Sunday, June 05, 2011

Shavuot
I admit it. I despise having routines that are working for me, productive engagements and activities (volunteering opportunities, job advancement, graduate school, exercise, socializing, opportunities for athletic training and competition, etc, etc) get muffed by time-bound observance - Shabbat, Yom Tov, Pesach - anything that shatters the calendar I make or try to make. It whispers to me that Judaism isn't offering me something strong enough, compelling enough to nurture me despite the investments of time, money, soul, mind and energy I have made in it, that isn't changing me for the better, that it isn't functioning in some Kellner-Maimonidean "instrumental" manner towards "refining" me and formulating me in some "unrivaled" self-help program of Divine life coaching.

In talking about myself being instrumentally-altered for the "better", I can't help but play Devi's Advocate again over something I've noted repeatedly in recent posts; the world has not been transformed by a Divine message expressed exclusively in the [Masoretic] Tanakh and taught by [Rabbinic] Judaism; it has largely been transformed by religions that came out/up/away from Judaism. It can be argued that this only asserts certain universal principles Rambam held; Christianity and Islam did transform the world - in many ways arguably for the better (regarding intellectual principles Rambam held), but they are only preparing for what will come via the Jews.

Looking again, I might add Rambam's heroes of Islamic and Greek philosophy, upon which he bases the view of Judaism with Aristotlian thought - did not survive among Rambam's fellow Jews - it survived in publication, copying and dissemination in the Islamic and Christian worlds (yes, via Jewish copyists in many cases - Jews from communities that didn't share in vast consumption of the material or when they did have passed to history). Science - trumpeted as trumpeted by Rambam - was largely a product of the Christian West, not Yavneh.

Divorced from their Jewish accent, most of the non-ritual "ethical" or society-building mitzvot codified by Rambam are normative ethics shared in the West due to Christian "misreading" of scriptures in 'errant' translation - divorced from the exclusive and proper context of Torah she bal Peh - and the ritual objects, ceremonies and functions function in a patently sociological manner "didactic devices" to remind us of substantially political covenants and obligations and guide us toward 'proper' intellectual models. The benefits of following dictates as being Divine commands likewise understood.

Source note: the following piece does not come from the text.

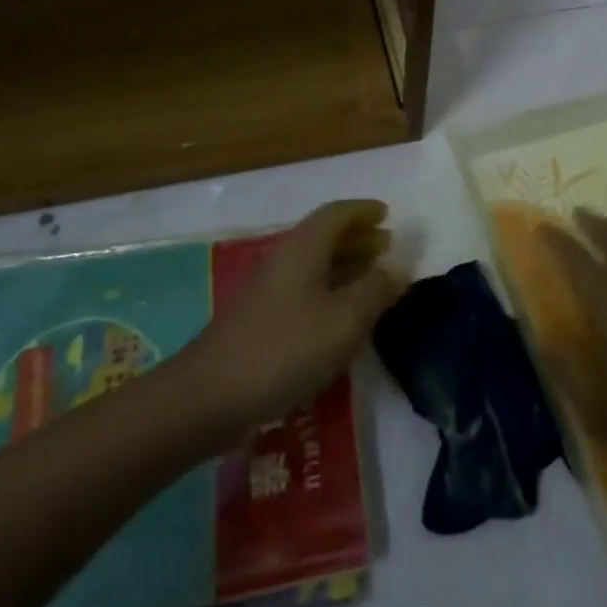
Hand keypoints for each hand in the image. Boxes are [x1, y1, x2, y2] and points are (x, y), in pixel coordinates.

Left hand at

But again, most people are familiar with "Golden Rules", Aristotle and Islamic philosophers and the lauded intellectual ventures as formulated expressed in Christian and Islamic society - not hidden away in a Jewish Oral Law, forbidden upon penalty of death from being viewed by Gentile eyes. What to answer?; "That's because Jews are to teach them to Gentiles, who shouldn't learn them on their own"?...Again, having learned these things on their own divorced from the four Amot of Rabbinic Judaism, Gentiles are precisely who've spread such Golden Rules and moral maxims, expanding the intellectual vistas and propounding notions of Divine Commands to the four corners of the world. Jews have done likewise - largely amongst themselves as Jews, and occasionally as Jews in the general world - in the main, after assimilation. One challenge of among many that could be offered is that Christians and Muslims have largely failed at the task of transforming the world as perfectly as it could be; if only they'd done 'tshuva' and turned to the proper derech, the world would be in accord with one of several competing and contradicting Jewish standards or expectations for the world.

I'm not sure how any such claim could be made in a non-Charedi tone and without Charedi presuppositions that would NOT be shared by Rambam. I'm sure some can be made - I say only I can't imagine how, without considering some form of pluralism which Kellner avows Rambam could not abide nor could any philosophy considered respectable by the aforementioned.

I guarantee that I am in error in certain of the things I've presented above, or in supposing that Rambam is, or is regarded as, that much of a benchmark for modern Jews or Modern Orthodoxy. I spoke as the Devil's Advocate, and thus offer my views precisely for critique. But I digress, as is I am want to do, in talking about me.

So back to myself! Having to do these apparently universally-manifest good things in the specifically or exclusively-"Jewish" manner has simply made me neurotic and impulsive, compulsive and obsessive. It has whittled me down to a nub. Nay - a neb, plain and simple; a Jewish word for a Jewish archetype. I can be uncertain about some of my sweeping statements above, but I can be relatively certain I could be anything, nothing, definitely something outside of these confines - or outside of some of these confines. But not inevitably a neb. Blogging away in obscurity and isolation...

This post should mostly be read with Lewis (yet again, an amazing insight from outside Judaism...), on the affect of shifting, transient moods, from which I suffer with humanity.